Stored items
┌──

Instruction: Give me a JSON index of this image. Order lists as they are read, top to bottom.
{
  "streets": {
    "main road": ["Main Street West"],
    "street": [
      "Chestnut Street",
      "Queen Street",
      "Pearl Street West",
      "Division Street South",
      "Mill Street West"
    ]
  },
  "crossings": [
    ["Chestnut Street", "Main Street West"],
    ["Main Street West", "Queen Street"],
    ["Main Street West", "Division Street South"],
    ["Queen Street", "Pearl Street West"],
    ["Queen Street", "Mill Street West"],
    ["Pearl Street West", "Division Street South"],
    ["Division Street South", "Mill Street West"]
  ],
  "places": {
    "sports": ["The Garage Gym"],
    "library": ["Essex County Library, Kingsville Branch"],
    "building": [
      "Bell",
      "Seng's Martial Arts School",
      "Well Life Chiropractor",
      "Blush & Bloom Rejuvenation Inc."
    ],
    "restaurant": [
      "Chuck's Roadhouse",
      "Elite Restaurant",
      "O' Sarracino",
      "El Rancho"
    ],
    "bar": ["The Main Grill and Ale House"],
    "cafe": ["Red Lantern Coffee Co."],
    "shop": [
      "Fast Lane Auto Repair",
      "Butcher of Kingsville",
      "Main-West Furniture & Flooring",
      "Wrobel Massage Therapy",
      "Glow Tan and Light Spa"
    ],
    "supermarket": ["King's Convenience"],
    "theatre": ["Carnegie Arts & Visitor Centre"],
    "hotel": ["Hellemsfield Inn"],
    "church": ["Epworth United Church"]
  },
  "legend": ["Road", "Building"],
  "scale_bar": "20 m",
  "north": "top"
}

└──

YOUR OBJECTIVE
Reproduce each of the records word for word.

ANSWER FOR THIS EXERCISE
Instruction: Give me a JSON index of this image. Order lists as they are read, top to bottom.
{
  "streets": {
    "main road": ["Main Street West"],
    "street": [
      "Chestnut Street",
      "Queen Street",
      "Pearl Street West",
      "Division Street South",
      "Mill Street West"
    ]
  },
  "crossings": [
    ["Chestnut Street", "Main Street West"],
    ["Main Street West", "Queen Street"],
    ["Main Street West", "Division Street South"],
    ["Queen Street", "Pearl Street West"],
    ["Queen Street", "Mill Street West"],
    ["Pearl Street West", "Division Street South"],
    ["Division Street South", "Mill Street West"]
  ],
  "places": {
    "sports": ["The Garage Gym"],
    "library": ["Essex County Library, Kingsville Branch"],
    "building": [
      "Bell",
      "Seng's Martial Arts School",
      "Well Life Chiropractor",
      "Blush & Bloom Rejuvenation Inc."
    ],
    "restaurant": [
      "Chuck's Roadhouse",
      "Elite Restaurant",
      "O' Sarracino",
      "El Rancho"
    ],
    "bar": ["The Main Grill and Ale House"],
    "cafe": ["Red Lantern Coffee Co."],
    "shop": [
      "Fast Lane Auto Repair",
      "Butcher of Kingsville",
      "Main-West Furniture & Flooring",
      "Wrobel Massage Therapy",
      "Glow Tan and Light Spa"
    ],
    "supermarket": ["King's Convenience"],
    "theatre": ["Carnegie Arts & Visitor Centre"],
    "hotel": ["Hellemsfield Inn"],
    "church": ["Epworth United Church"]
  },
  "legend": ["Road", "Building"],
  "scale_bar": "20 m",
  "north": "top"
}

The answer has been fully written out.